To demonstrate their loss of amateur status, we next see the gang pull a stylish bank job, everyone in fancy duds and knowing just what to do.39) Clyde, in a beau geste, allows a humble farmer to keep his cash, an incident based on fact.40) The chase scene that follows is intercut with brief vignettes showing the bank officials glorying in the publicity the robbery has created. The guard who lost his hat tells a reporter “There I was, staring into the face of death” and he and the bank president are photographed while pointing proudly to the bullet hole left by Clyde’s gun.
The tension between Bonnie and Blanche continues to escalate when Blanche demands an equal share of the loot. When Clyde reminds her for the umpteenth time that Blanche is family, she demands to see her family, her momma.41 Before they do so, however, they need a new car, and they end up joyriding with the owners, Eugene (Gene Wilder) and Velma (Evans Evans). The gang gets to do its jes’ folks routine in a bit that proved to be Wilder’s route to the big time, but Bonnie throws a fit when it turns out that Eugene is an undertaker. That’s more of the future than she wants to see.42
The next day, Bonnie’s mood hasn’t improved. She disappears into a cornfield and Clyde races after her. The camera backs away so that their figures almost disappear in the broad field, while the dark shadow of a cloud slides over them.43 When he catches up with her they have another touching reconciliation (we hear “movie music” for the first time in the picture) and Clyde agrees to take her to see her family.
The family reunion, red filtered and shot in slow motion, is a bit too artsy, a bit too Walker Evans. However, the dialogue is quite interesting. Clyde’s clumsy lies and awkward truths (“At this point, we ain’t headed toward. We’re running from.”) suggest to us that time is running out, and Bonnie’s mother lets them know it. (“You’d best keep running, Clyde Barrow.”)
The gang holes up in some tourist cabins, with nothing more to amuse them than C. W.’s new tattoo. We get some more laughs at Blanche’s expense — she’s a bad girl now, wearing tight slacks and smoking, but still enough of a sissy to shriek when she touches C. W.’s chest. Bonnie gets a bit high-hat, telling the others that if they want to play with C. W.’s chest they should go in the next cabin, even though we’re told that she assisted in the tattoo’s design.44 When Blanche and C. W. take off to get some chicken dinners, Clyde and Bonnie have another “comforting” scene. A few hours later, the law shows up for a second, bloodier shoot-out. Buck is wounded in the face and Blanche is blinded by flying glass.

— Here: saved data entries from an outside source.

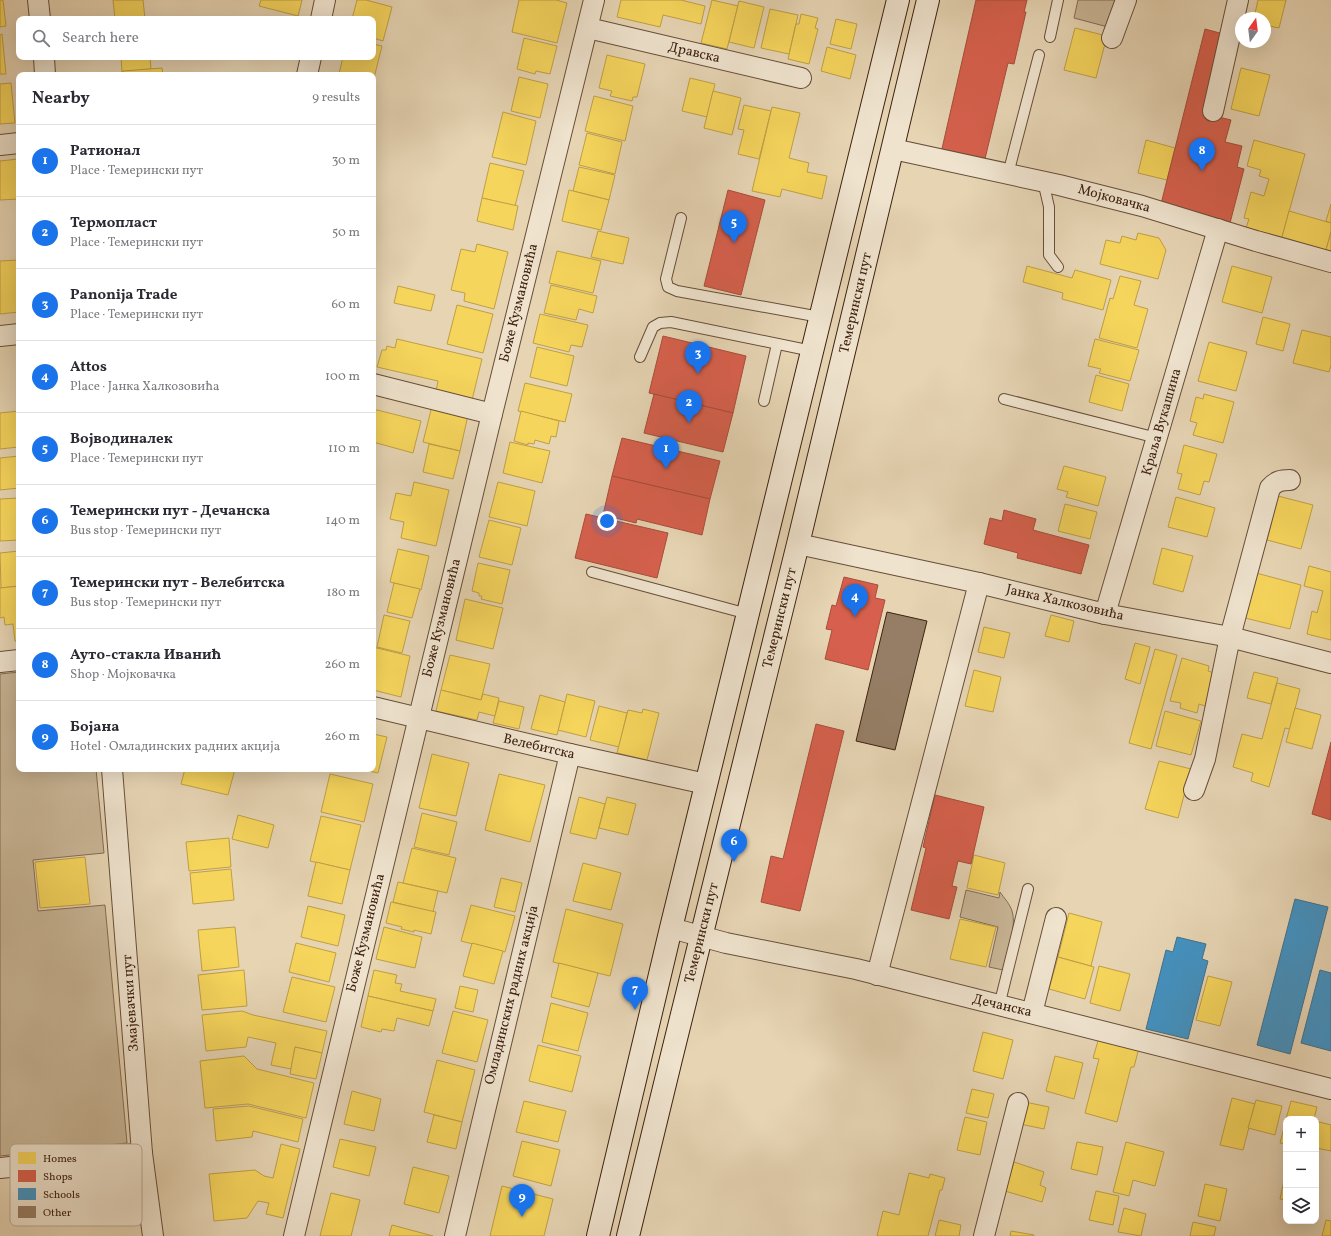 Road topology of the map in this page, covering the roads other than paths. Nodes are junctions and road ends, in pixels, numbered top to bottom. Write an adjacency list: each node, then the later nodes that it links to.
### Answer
1 (38, 0): 9 (street)
2 (326, 0): 10 (street)
3 (594, 0): 11 (street, Боже Кузмановића)
4 (898, 0): 30 (main road)
5 (928, 0): 23 (main road, Темерински пут)
6 (1058, 0): 12 (lane)
7 (1126, 0): 13 (street)
8 (1238, 0): 20 (street)
9 (40, 16)
10 (322, 16)
11 (588, 28): 19 (street, Дравска); 39 (street, Боже Кузмановића)
12 (1050, 37)
13 (1112, 38)
14 (1040, 55): 24 (lane)
15 (44, 60): 17 (street)
16 (310, 60): 18 (street)
17 (46, 72)
18 (308, 72)
19 (800, 78)
20 (1213, 111)
21 (16, 143): 22 (street)
22 (0, 145)
23 (893, 149): 24 (street, Мојковачка); 42 (main road, Темерински пут)
24 (1008, 174): 25 (street, Мојковачка)
25 (1043, 181): 27 (street, Мојковачка); 29 (lane)
26 (680, 218): 30 (lane)
27 (1218, 229): 28 (street, Мојковачка); 40 (street, Краља Вукашина)
28 (1331, 262)
29 (1058, 267)
30 (820, 316): 34 (main road)
31 (16, 334): 32 (street)
32 (0, 336)
33 (777, 344): 34 (lane); 35 (lane); 38 (lane)
34 (812, 351): 45 (main road)
35 (640, 356)
36 (376, 385): 39 (street)
37 (1004, 399): 40 (lane)
38 (764, 401)
39 (492, 414): 52 (street, Боже Кузмановића)
40 (1157, 438): 46 (street, Краља Вукашина)
41 (1290, 480): 47 (street)
42 (798, 544): 44 (street, Јанка Халкозовића); 60 (main road, Темерински пут)
43 (592, 572): 45 (lane)
44 (979, 582): 46 (street, Јанка Халкозовића); 61 (street)
45 (748, 614): 55 (main road)
46 (1105, 614): 47 (street, Јанка Халкозовића)
47 (1230, 637): 50 (street, Јанка Халкозовића); 56 (street)
48 (16, 660): 49 (street)
49 (0, 662)
50 (1331, 663)
51 (376, 708): 52 (street, Велебитска)
52 (418, 718): 53 (street, Велебитска); 71 (street, Боже Кузмановића)
53 (570, 754): 55 (street, Велебитска); 72 (street, Омладинских радних акција)
54 (112, 772): 66 (street, Змајевачки пут)
55 (706, 784): 59 (main road)
56 (1194, 790)
57 (1028, 890): 62 (lane)
58 (1056, 918): 63 (street)
59 (671, 928): 60 (street, Дечанска); 73 (main road)
60 (701, 936): 61 (street, Дечанска); 74 (main road, Темерински пут)
61 (877, 975): 62 (street, Дечанска)
62 (999, 1006): 63 (street, Дечанска)
63 (1032, 1013): 64 (street, Дечанска)
64 (1331, 1089)
65 (1018, 1103): 75 (street)
66 (141, 1144)
67 (142, 1152): 70 (street, Змајевачки пут)
68 (10, 1167): 69 (street)
69 (0, 1168)
70 (153, 1236)
71 (294, 1236)
72 (455, 1236)
73 (598, 1236)
74 (628, 1236)
75 (984, 1236)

Their world collapsing, the gang escapes in a car filled with screams and blood, finding refuge in the woods. The camera retreats to show the headlights shining in the darkness around them. The morning gives no relief, because the law has caught up with them. Buck is killed, Blanche is captured, and both Bonnie and Clyde are wounded. Only C. W., faithful and reliable as ever, is unhurt, and it is he that saves the day, taking them to hide out at his father’s place.

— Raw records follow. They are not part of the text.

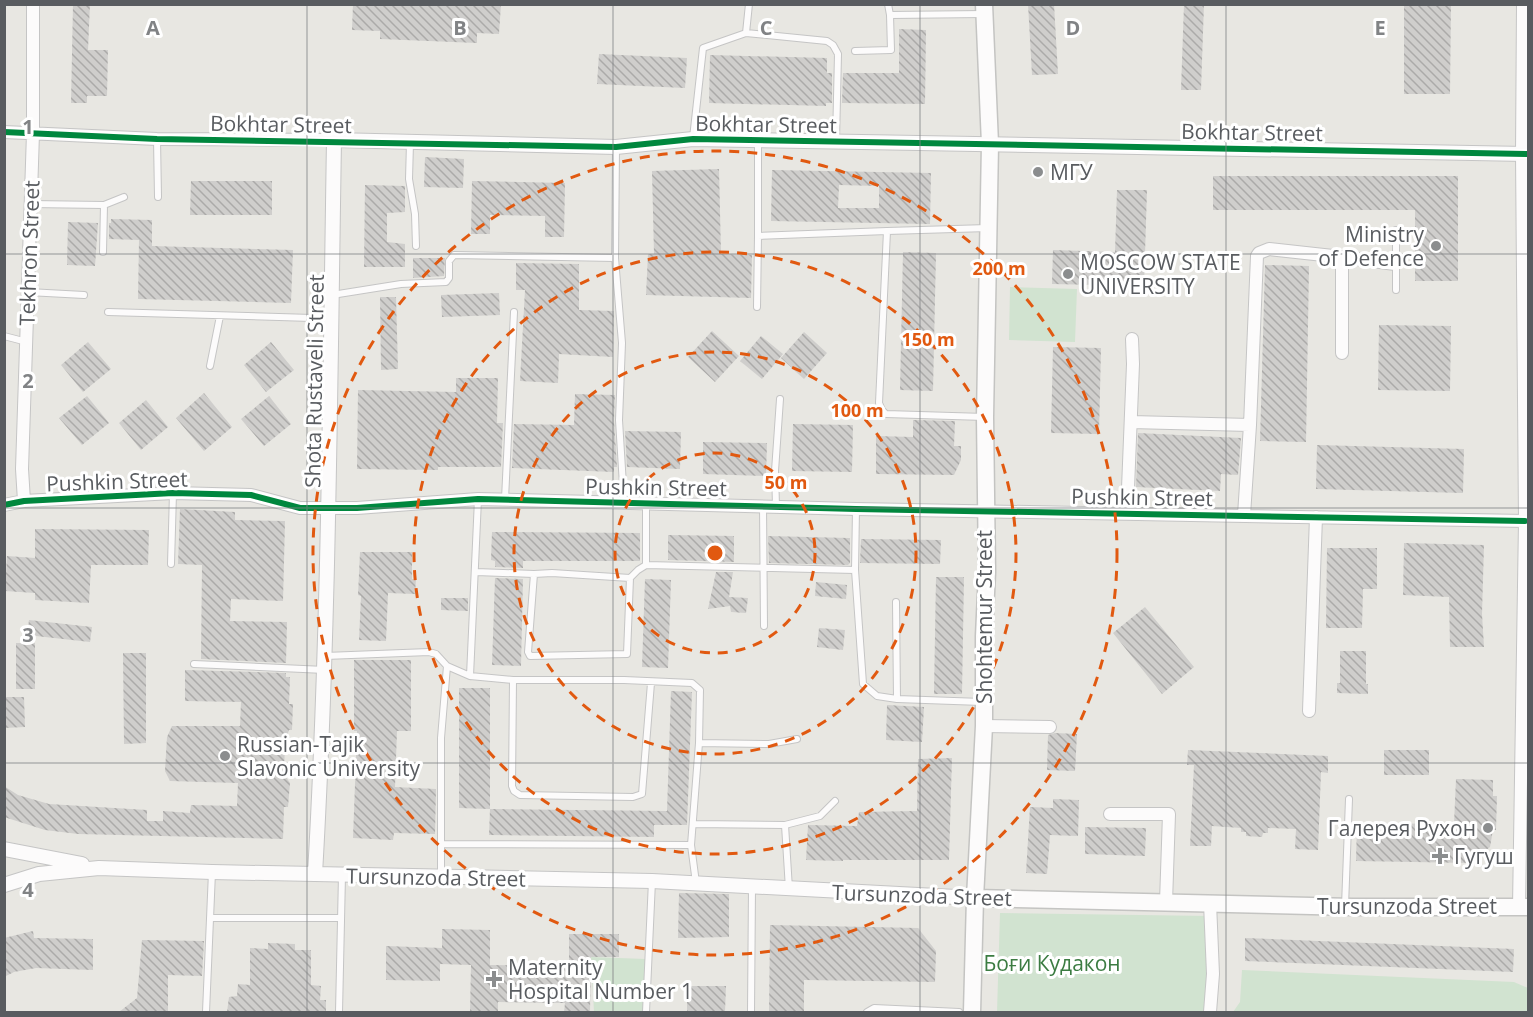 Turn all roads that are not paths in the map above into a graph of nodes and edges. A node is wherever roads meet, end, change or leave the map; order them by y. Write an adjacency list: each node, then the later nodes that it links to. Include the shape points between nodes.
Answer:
1 (33, 4): 11 (street, Tekhron Street)
2 (749, 4): 7 (lane)
3 (888, 4): 6 (lane)
4 (1523, 4): 9 (street)
5 (984, 9): 6 (lane); 18 (main road, Shohtemur Street)
6 (890, 15): 8 (lane, via 891,50)
7 (746, 33): 13 (lane, via 703,48); 17 (lane, via 827,41 833,45 838,54)
8 (855, 51)
9 (1526, 61): 20 (street)
10 (4, 132): 11 (street, Bokhtar Street)
11 (33, 134): 12 (street, Bokhtar Street); 23 (street, Tekhron Street)
12 (157, 139): 14 (street, Bokhtar Street); 22 (lane)
13 (693, 139): 15 (street, Bokhtar Street); 19 (street, Bokhtar Street)
14 (334, 140): 16 (street, Bokhtar Street); 37 (street, Shota Rustaveli Street)
15 (758, 141): 17 (street, Bokhtar Street); 28 (lane)
16 (410, 142): 19 (street, Bokhtar Street); 29 (lane, via 409,179)
17 (836, 142): 18 (street, Bokhtar Street)
18 (990, 144): 20 (street, Bokhtar Street); 25 (main road, Shohtemur Street)
19 (616, 147): 32 (lane)
20 (1525, 154): 67 (street)
21 (124, 197): 24 (lane)
22 (159, 198)
23 (29, 204): 24 (lane); 35 (street, Tekhron Street)
24 (104, 205): 30 (lane)
25 (989, 228): 27 (lane); 49 (main road, Shohtemur Street)
26 (1396, 230): 33 (lane)
27 (887, 231): 28 (lane); 49 (lane, via 879,403 882,410 886,414)
28 (758, 236): 38 (lane)
29 (416, 246)
30 (103, 252)
31 (1342, 257): 33 (street); 46 (street); 51 (street, via 1269,249 1257,256)
32 (615, 258): 37 (lane, via 454,255 449,261 446,282 401,284); 56 (lane, via 622,343)
33 (1395, 264): 34 (lane)
34 (1396, 290)
35 (28, 292): 36 (lane); 45 (street, Tekhron Street)
36 (84, 295)
37 (332, 296): 42 (street, Shota Rustaveli Street)
38 (757, 307)
39 (108, 312): 41 (lane)
40 (514, 312): 54 (lane)
41 (220, 316): 42 (lane, via 312,318); 47 (lane)
42 (332, 324): 61 (street, Shota Rustaveli Street)
43 (4, 336): 45 (lane)
44 (1132, 339): 50 (street)
45 (27, 342): 55 (street, Tekhron Street)
46 (1342, 353)
47 (210, 366)
48 (780, 399): 60 (lane)
49 (985, 417): 63 (main road, Shohtemur Street)
50 (1131, 422): 51 (street); 64 (street)
51 (1250, 425): 65 (street)
52 (173, 493): 55 (street, Pushkin Street); 61 (street, Pushkin Street, via 252,495 300,508); 68 (lane)
53 (478, 499): 54 (street, Pushkin Street); 61 (street, Pushkin Street); 72 (lane)
54 (505, 500): 56 (street, Pushkin Street)
55 (24, 501): 58 (street, Pushkin Street)
56 (624, 502): 57 (street, Pushkin Street)
57 (646, 502): 59 (street, Pushkin Street); 69 (lane)
58 (4, 505)
59 (763, 506): 60 (street, Pushkin Street); 70 (lane)
60 (776, 506): 62 (street, Pushkin Street)
61 (328, 508): 77 (street, Shota Rustaveli Street)
62 (856, 508): 63 (street, Pushkin Street); 71 (lane)
63 (985, 510): 64 (street, Pushkin Street); 85 (main road, Shohtemur Street)
64 (1127, 513): 65 (street, Pushkin Street)
65 (1244, 515): 66 (street, Pushkin Street)
66 (1316, 517): 67 (street, Pushkin Street); 86 (street)
67 (1525, 521): 115 (street)
68 (171, 564)
69 (646, 566): 70 (lane); 74 (lane)
70 (763, 568): 71 (lane); 76 (lane)
71 (855, 570): 84 (lane, via 863,684 877,696)
72 (476, 572): 73 (lane); 81 (lane)
73 (534, 574): 74 (lane); 74 (lane, via 528,652 536,657 627,654)
74 (630, 578)
75 (896, 602): 84 (lane)
76 (764, 626)
77 (326, 656): 79 (lane, via 429,652); 80 (street, Shota Rustaveli Street)
78 (194, 664): 80 (lane)
79 (447, 666): 81 (lane); 98 (lane, via 441,738)
80 (325, 670): 91 (street, Shota Rustaveli Street)
81 (470, 676): 82 (lane)
82 (513, 680): 83 (lane); 83 (lane, via 514,791 520,795 633,797 642,794)
83 (651, 682): 90 (lane, via 698,686)
84 (897, 699): 85 (lane)
85 (983, 702): 87 (main road, Shohtemur Street)
86 (1309, 711)
87 (984, 726): 88 (street); 111 (main road, Shohtemur Street)
88 (1050, 727)
89 (797, 739): 90 (lane, via 769,744)
90 (699, 743): 96 (lane)
91 (322, 749): 92 (lane); 103 (street, Shota Rustaveli Street)
92 (344, 749)
93 (1349, 799): 114 (lane)
94 (835, 801): 97 (lane, via 820,816)
95 (1110, 814): 112 (street, via 1169,814)
96 (694, 824): 97 (lane); 99 (lane)
97 (785, 825): 110 (lane)
98 (441, 844): 99 (lane); 105 (lane)
99 (692, 845): 107 (lane)
100 (4, 849): 101 (street)
101 (99, 868): 102 (street, Tursunzoda Street); 108 (street, via 39,873)
102 (212, 873): 103 (street, Tursunzoda Street); 116 (lane)
103 (315, 874): 104 (street, Tursunzoda Street)
104 (342, 875): 105 (street, Tursunzoda Street); 117 (lane)
105 (441, 876): 106 (street, Tursunzoda Street)
106 (652, 881): 107 (street, Tursunzoda Street); 120 (lane)
107 (696, 883): 109 (street, Tursunzoda Street)
108 (4, 885)
109 (752, 887): 110 (street, Tursunzoda Street); 121 (lane)
110 (789, 889): 111 (street, Tursunzoda Street)
111 (975, 898): 112 (main road, Tursunzoda Street); 124 (main road, Shohtemur Street)
112 (1166, 902): 113 (main road, Tursunzoda Street)
113 (1210, 903): 114 (main road, Tursunzoda Street); 125 (street)
114 (1345, 906): 115 (main road, Tursunzoda Street)
115 (1524, 907)
116 (211, 918): 117 (lane); 118 (lane)
117 (340, 918): 119 (lane)
118 (206, 1012)
119 (339, 1012)
120 (646, 1012)
121 (751, 1012)
122 (867, 1012): 123 (lane, via 874,1008)
123 (959, 1012)
124 (972, 1012)
125 (1210, 1012)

This last decision proves unwise. Ivan Moss (Dub Taylor) is the opposite of Bonnie and Clyde, a hideous, unkillable old man, his life a ceaseless round of toil. In a conspiracy of the old against the young, he links up with Frank Hamer and they agree to set a trap for the two outlaws.
During her convalescence, Bonnie writes a new poem, called “The Story of Bonnie and Clyde” in the film, although Bonnie’s original title was apparently “The End of the Road.” Clyde is moved. “You told my story.” He was going to make her a star, and now she’s made him one. He’s fulfilled. Like a salmon who’s reached the headwaters, he’s ready to spawn at last.
The film treats the lovers’ coupling with high romantic seriousness, but recovers nicely as Clyde congratulates himself on his “perfect” performance. We get another little twist of the knife when Bonnie asks Clyde what he would do if they had it all to do over again. His plan, that they would live in one state and commit their crimes in another, obviously doesn’t live up to her expectations. Dunaway’s half smile is hard to read, but we don’t have to strain for deeper meanings. We know Bonnie would never leave Clyde.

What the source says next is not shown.